+++ The data
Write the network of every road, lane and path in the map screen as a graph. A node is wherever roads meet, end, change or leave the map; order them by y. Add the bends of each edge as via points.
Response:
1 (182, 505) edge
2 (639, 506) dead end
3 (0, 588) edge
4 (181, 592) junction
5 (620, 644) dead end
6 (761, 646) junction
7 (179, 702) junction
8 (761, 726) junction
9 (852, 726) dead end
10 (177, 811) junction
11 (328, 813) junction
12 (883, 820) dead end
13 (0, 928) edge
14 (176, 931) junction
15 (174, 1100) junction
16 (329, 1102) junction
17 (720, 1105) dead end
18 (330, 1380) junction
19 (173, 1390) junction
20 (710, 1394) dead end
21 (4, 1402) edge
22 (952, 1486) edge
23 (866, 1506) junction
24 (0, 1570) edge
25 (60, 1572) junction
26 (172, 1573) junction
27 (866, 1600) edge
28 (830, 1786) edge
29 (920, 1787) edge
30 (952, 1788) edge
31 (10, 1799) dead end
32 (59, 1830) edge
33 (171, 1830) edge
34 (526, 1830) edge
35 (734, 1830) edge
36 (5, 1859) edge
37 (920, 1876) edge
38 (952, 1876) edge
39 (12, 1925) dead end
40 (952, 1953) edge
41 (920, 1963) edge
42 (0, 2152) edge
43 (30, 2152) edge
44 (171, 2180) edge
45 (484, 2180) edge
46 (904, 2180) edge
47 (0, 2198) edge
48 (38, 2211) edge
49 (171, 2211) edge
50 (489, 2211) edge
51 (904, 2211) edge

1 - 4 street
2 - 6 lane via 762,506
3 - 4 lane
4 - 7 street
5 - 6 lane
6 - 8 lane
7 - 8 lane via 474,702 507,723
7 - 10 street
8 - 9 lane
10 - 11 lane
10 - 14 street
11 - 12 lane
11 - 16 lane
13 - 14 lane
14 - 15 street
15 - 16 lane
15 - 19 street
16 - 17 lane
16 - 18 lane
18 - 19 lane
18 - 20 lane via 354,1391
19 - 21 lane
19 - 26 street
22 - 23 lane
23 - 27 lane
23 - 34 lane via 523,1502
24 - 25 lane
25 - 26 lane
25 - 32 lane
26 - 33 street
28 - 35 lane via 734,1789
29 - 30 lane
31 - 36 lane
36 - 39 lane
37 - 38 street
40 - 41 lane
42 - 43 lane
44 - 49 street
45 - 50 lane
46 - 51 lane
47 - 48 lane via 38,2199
++++++
Assigned task: Output each line of the data exactly as it stands above.

Exercise solution:
Write the network of every road, lane and path in the map screen as a graph. A node is wherever roads meet, end, change or leave the map; order them by y. Add the bends of each edge as via points.
Response:
1 (182, 505) edge
2 (639, 506) dead end
3 (0, 588) edge
4 (181, 592) junction
5 (620, 644) dead end
6 (761, 646) junction
7 (179, 702) junction
8 (761, 726) junction
9 (852, 726) dead end
10 (177, 811) junction
11 (328, 813) junction
12 (883, 820) dead end
13 (0, 928) edge
14 (176, 931) junction
15 (174, 1100) junction
16 (329, 1102) junction
17 (720, 1105) dead end
18 (330, 1380) junction
19 (173, 1390) junction
20 (710, 1394) dead end
21 (4, 1402) edge
22 (952, 1486) edge
23 (866, 1506) junction
24 (0, 1570) edge
25 (60, 1572) junction
26 (172, 1573) junction
27 (866, 1600) edge
28 (830, 1786) edge
29 (920, 1787) edge
30 (952, 1788) edge
31 (10, 1799) dead end
32 (59, 1830) edge
33 (171, 1830) edge
34 (526, 1830) edge
35 (734, 1830) edge
36 (5, 1859) edge
37 (920, 1876) edge
38 (952, 1876) edge
39 (12, 1925) dead end
40 (952, 1953) edge
41 (920, 1963) edge
42 (0, 2152) edge
43 (30, 2152) edge
44 (171, 2180) edge
45 (484, 2180) edge
46 (904, 2180) edge
47 (0, 2198) edge
48 (38, 2211) edge
49 (171, 2211) edge
50 (489, 2211) edge
51 (904, 2211) edge

1 - 4 street
2 - 6 lane via 762,506
3 - 4 lane
4 - 7 street
5 - 6 lane
6 - 8 lane
7 - 8 lane via 474,702 507,723
7 - 10 street
8 - 9 lane
10 - 11 lane
10 - 14 street
11 - 12 lane
11 - 16 lane
13 - 14 lane
14 - 15 street
15 - 16 lane
15 - 19 street
16 - 17 lane
16 - 18 lane
18 - 19 lane
18 - 20 lane via 354,1391
19 - 21 lane
19 - 26 street
22 - 23 lane
23 - 27 lane
23 - 34 lane via 523,1502
24 - 25 lane
25 - 26 lane
25 - 32 lane
26 - 33 street
28 - 35 lane via 734,1789
29 - 30 lane
31 - 36 lane
36 - 39 lane
37 - 38 street
40 - 41 lane
42 - 43 lane
44 - 49 street
45 - 50 lane
46 - 51 lane
47 - 48 lane via 38,2199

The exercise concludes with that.